(WHAT TO WORK ON)
The records are to be repeated in full, with the images removed.

____________________

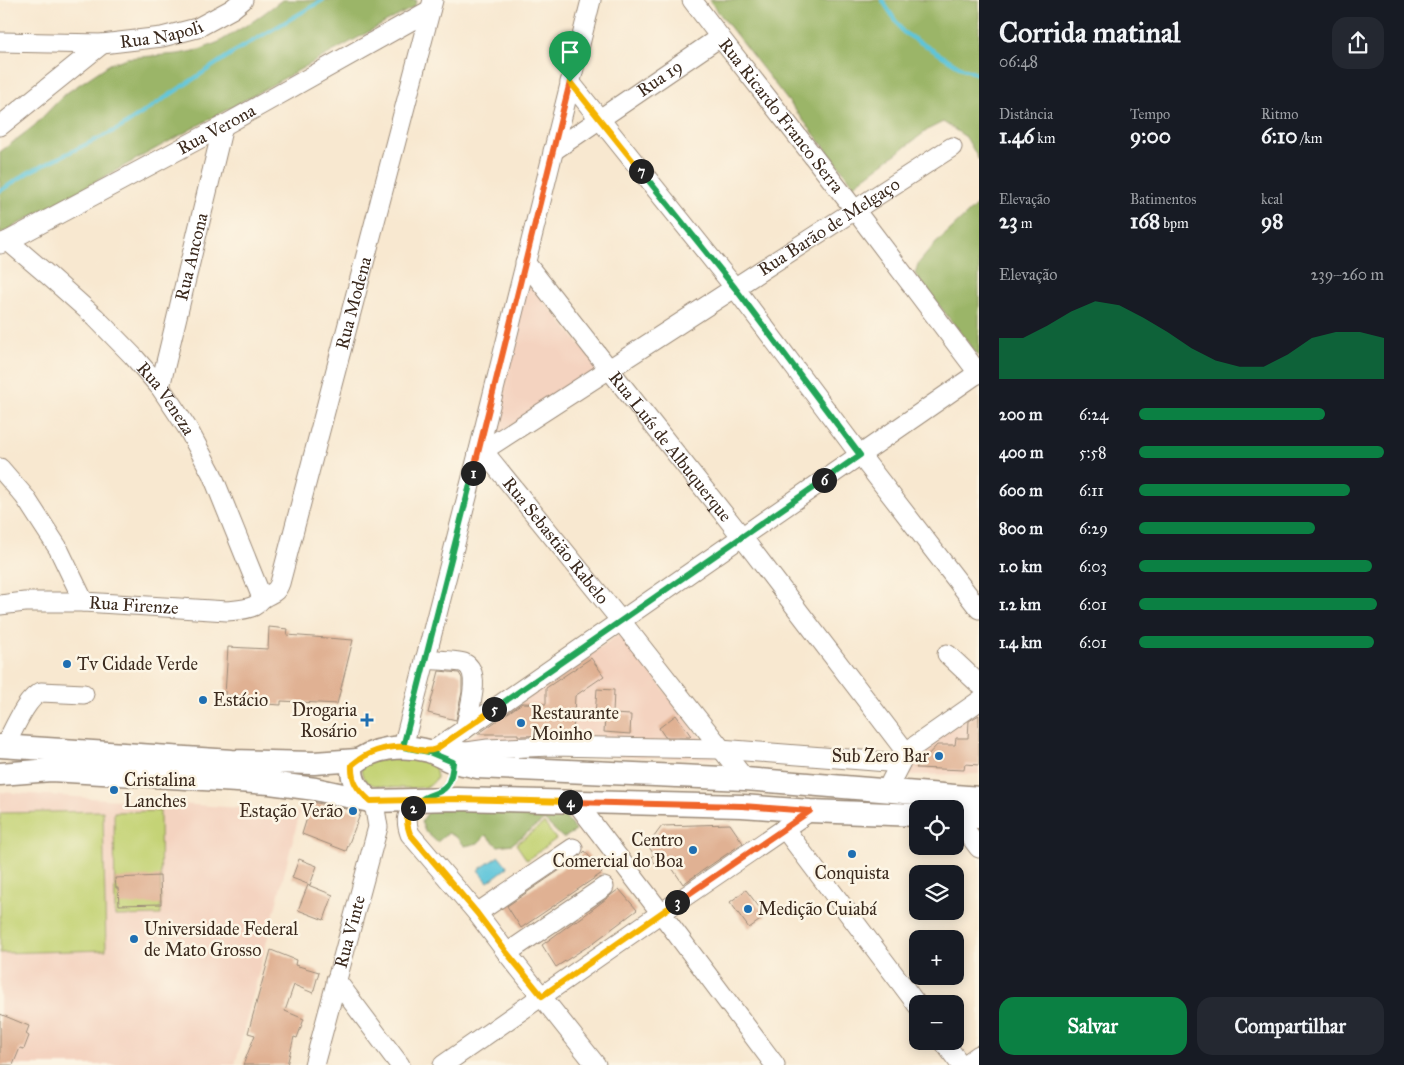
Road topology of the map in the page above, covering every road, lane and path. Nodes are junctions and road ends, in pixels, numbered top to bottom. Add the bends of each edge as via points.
1 (243, 0) edge
2 (591, 0) edge
3 (692, 0) edge
4 (432, 5) edge
5 (720, 37) junction
6 (0, 42) edge
7 (102, 44) junction
8 (570, 82) junction
9 (600, 119) junction
10 (0, 126) edge
11 (223, 126) junction
12 (952, 147) dead end
13 (553, 151) junction
14 (855, 210) junction
15 (4, 242) edge
16 (525, 262) junction
17 (735, 288) junction
18 (609, 369) junction
19 (979, 373) edge
20 (160, 387) junction
21 (478, 454) junction
22 (860, 455) junction
23 (0, 468) edge
24 (742, 537) junction
25 (262, 598) junction
26 (84, 602) junction
27 (0, 605) edge
28 (979, 609) edge
29 (621, 621) junction
30 (947, 654) dead end
31 (425, 659) junction
32 (979, 684) edge
33 (84, 694) dead end
34 (979, 701) edge
35 (465, 729) junction
36 (2, 747) edge
37 (403, 747) junction
38 (720, 749) junction
39 (440, 754) junction
40 (903, 758) junction
41 (358, 760) junction
42 (0, 774) edge
43 (744, 779) junction
44 (886, 791) junction
45 (979, 798) edge
46 (419, 800) junction
47 (370, 801) junction
48 (576, 802) junction
49 (753, 807) junction
50 (810, 811) junction
51 (909, 815) edge
52 (964, 817) edge
53 (979, 818) edge
54 (964, 828) edge
55 (780, 831) junction
56 (573, 848) dead end
57 (979, 848) edge
58 (604, 887) dead end
59 (477, 913) junction
60 (661, 913) junction
61 (507, 953) junction
62 (336, 980) junction
63 (909, 995) edge
64 (542, 996) junction
65 (951, 1050) edge
66 (979, 1055) edge
67 (314, 1065) edge
68 (400, 1065) edge
69 (443, 1065) edge
70 (596, 1065) edge
71 (775, 1065) edge
72 (963, 1065) edge

1 - 7 street, Rua Napoli via 198,28 162,37
2 - 8 street
3 - 5 street, Rua Ricardo Franco Serra
4 - 11 street, Rua Verona
4 - 25 street, Rua Modena via 280,583 273,594
5 - 9 street, Rua 19
5 - 14 street, Rua Ricardo Franco Serra
6 - 7 street, Rua Napoli
7 - 10 street
8 - 9 street
8 - 13 street
9 - 13 street
9 - 17 street
11 - 15 street, Rua Verona
11 - 20 street, Rua Ancona
12 - 14 street, Rua Barão de Melgaço
13 - 16 street
14 - 17 street, Rua Barão de Melgaço
14 - 19 street, Rua Ricardo Franco Serra
15 - 20 street, Rua Veneza via 50,276 95,317
16 - 18 street, Rua Luís de Albuquerque
16 - 21 street
17 - 18 street, Rua Barão de Melgaço
17 - 22 street
18 - 21 street, Rua Barão de Melgaço
18 - 24 street, Rua Luís de Albuquerque
19 - 22 street
20 - 25 street, Rua Veneza via 212,474
21 - 29 street, Rua Sebastião Rabelo via 489,458
21 - 31 street
22 - 24 street
22 - 28 street
23 - 26 street via 25,497 58,548
24 - 29 street
24 - 40 street, Rua Luís de Albuquerque
25 - 26 street, Rua Firenze via 247,609 227,611
26 - 27 street, Rua Firenze
29 - 35 street
29 - 38 street, Rua Sebastião Rabelo
30 - 32 street
31 - 35 street via 464,664 471,670 474,685
31 - 37 street
33 - 36 street via 36,694
34 - 40 street
35 - 39 street
36 - 41 main road via 241,761 314,763
37 - 39 main road
37 - 41 main road via 378,750
38 - 39 street via 550,746
38 - 40 street
38 - 43 street, Rua Sebastião Rabelo
39 - 43 main road via 477,767
39 - 46 main road via 452,775 448,784 443,791
40 - 44 street
41 - 47 main road via 352,765 353,782
42 - 47 main road via 51,770 270,783
43 - 44 main road
44 - 45 main road
46 - 47 main road
46 - 48 main road
46 - 59 street via 407,814 410,834
47 - 62 street, Rua Vinte via 378,827
48 - 49 main road
48 - 60 street
49 - 50 main road
49 - 55 street
50 - 51 main road
50 - 55 street
52 - 53 main road
54 - 57 street
55 - 60 street
55 - 63 street
56 - 59 street
58 - 61 street
59 - 61 street
60 - 64 street
60 - 71 street
61 - 64 street
62 - 67 street, Rua Vinte
62 - 68 street
64 - 69 street
64 - 70 street
65 - 72 street
66 - 72 street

____________________

(SOLUTION TO THIS TASK)
Road topology of the map in the page above, covering every road, lane and path. Nodes are junctions and road ends, in pixels, numbered top to bottom. Add the bends of each edge as via points.
1 (243, 0) edge
2 (591, 0) edge
3 (692, 0) edge
4 (432, 5) edge
5 (720, 37) junction
6 (0, 42) edge
7 (102, 44) junction
8 (570, 82) junction
9 (600, 119) junction
10 (0, 126) edge
11 (223, 126) junction
12 (952, 147) dead end
13 (553, 151) junction
14 (855, 210) junction
15 (4, 242) edge
16 (525, 262) junction
17 (735, 288) junction
18 (609, 369) junction
19 (979, 373) edge
20 (160, 387) junction
21 (478, 454) junction
22 (860, 455) junction
23 (0, 468) edge
24 (742, 537) junction
25 (262, 598) junction
26 (84, 602) junction
27 (0, 605) edge
28 (979, 609) edge
29 (621, 621) junction
30 (947, 654) dead end
31 (425, 659) junction
32 (979, 684) edge
33 (84, 694) dead end
34 (979, 701) edge
35 (465, 729) junction
36 (2, 747) edge
37 (403, 747) junction
38 (720, 749) junction
39 (440, 754) junction
40 (903, 758) junction
41 (358, 760) junction
42 (0, 774) edge
43 (744, 779) junction
44 (886, 791) junction
45 (979, 798) edge
46 (419, 800) junction
47 (370, 801) junction
48 (576, 802) junction
49 (753, 807) junction
50 (810, 811) junction
51 (909, 815) edge
52 (964, 817) edge
53 (979, 818) edge
54 (964, 828) edge
55 (780, 831) junction
56 (573, 848) dead end
57 (979, 848) edge
58 (604, 887) dead end
59 (477, 913) junction
60 (661, 913) junction
61 (507, 953) junction
62 (336, 980) junction
63 (909, 995) edge
64 (542, 996) junction
65 (951, 1050) edge
66 (979, 1055) edge
67 (314, 1065) edge
68 (400, 1065) edge
69 (443, 1065) edge
70 (596, 1065) edge
71 (775, 1065) edge
72 (963, 1065) edge

1 - 7 street, Rua Napoli via 198,28 162,37
2 - 8 street
3 - 5 street, Rua Ricardo Franco Serra
4 - 11 street, Rua Verona
4 - 25 street, Rua Modena via 280,583 273,594
5 - 9 street, Rua 19
5 - 14 street, Rua Ricardo Franco Serra
6 - 7 street, Rua Napoli
7 - 10 street
8 - 9 street
8 - 13 street
9 - 13 street
9 - 17 street
11 - 15 street, Rua Verona
11 - 20 street, Rua Ancona
12 - 14 street, Rua Barão de Melgaço
13 - 16 street
14 - 17 street, Rua Barão de Melgaço
14 - 19 street, Rua Ricardo Franco Serra
15 - 20 street, Rua Veneza via 50,276 95,317
16 - 18 street, Rua Luís de Albuquerque
16 - 21 street
17 - 18 street, Rua Barão de Melgaço
17 - 22 street
18 - 21 street, Rua Barão de Melgaço
18 - 24 street, Rua Luís de Albuquerque
19 - 22 street
20 - 25 street, Rua Veneza via 212,474
21 - 29 street, Rua Sebastião Rabelo via 489,458
21 - 31 street
22 - 24 street
22 - 28 street
23 - 26 street via 25,497 58,548
24 - 29 street
24 - 40 street, Rua Luís de Albuquerque
25 - 26 street, Rua Firenze via 247,609 227,611
26 - 27 street, Rua Firenze
29 - 35 street
29 - 38 street, Rua Sebastião Rabelo
30 - 32 street
31 - 35 street via 464,664 471,670 474,685
31 - 37 street
33 - 36 street via 36,694
34 - 40 street
35 - 39 street
36 - 41 main road via 241,761 314,763
37 - 39 main road
37 - 41 main road via 378,750
38 - 39 street via 550,746
38 - 40 street
38 - 43 street, Rua Sebastião Rabelo
39 - 43 main road via 477,767
39 - 46 main road via 452,775 448,784 443,791
40 - 44 street
41 - 47 main road via 352,765 353,782
42 - 47 main road via 51,770 270,783
43 - 44 main road
44 - 45 main road
46 - 47 main road
46 - 48 main road
46 - 59 street via 407,814 410,834
47 - 62 street, Rua Vinte via 378,827
48 - 49 main road
48 - 60 street
49 - 50 main road
49 - 55 street
50 - 51 main road
50 - 55 street
52 - 53 main road
54 - 57 street
55 - 60 street
55 - 63 street
56 - 59 street
58 - 61 street
59 - 61 street
60 - 64 street
60 - 71 street
61 - 64 street
62 - 67 street, Rua Vinte
62 - 68 street
64 - 69 street
64 - 70 street
65 - 72 street
66 - 72 street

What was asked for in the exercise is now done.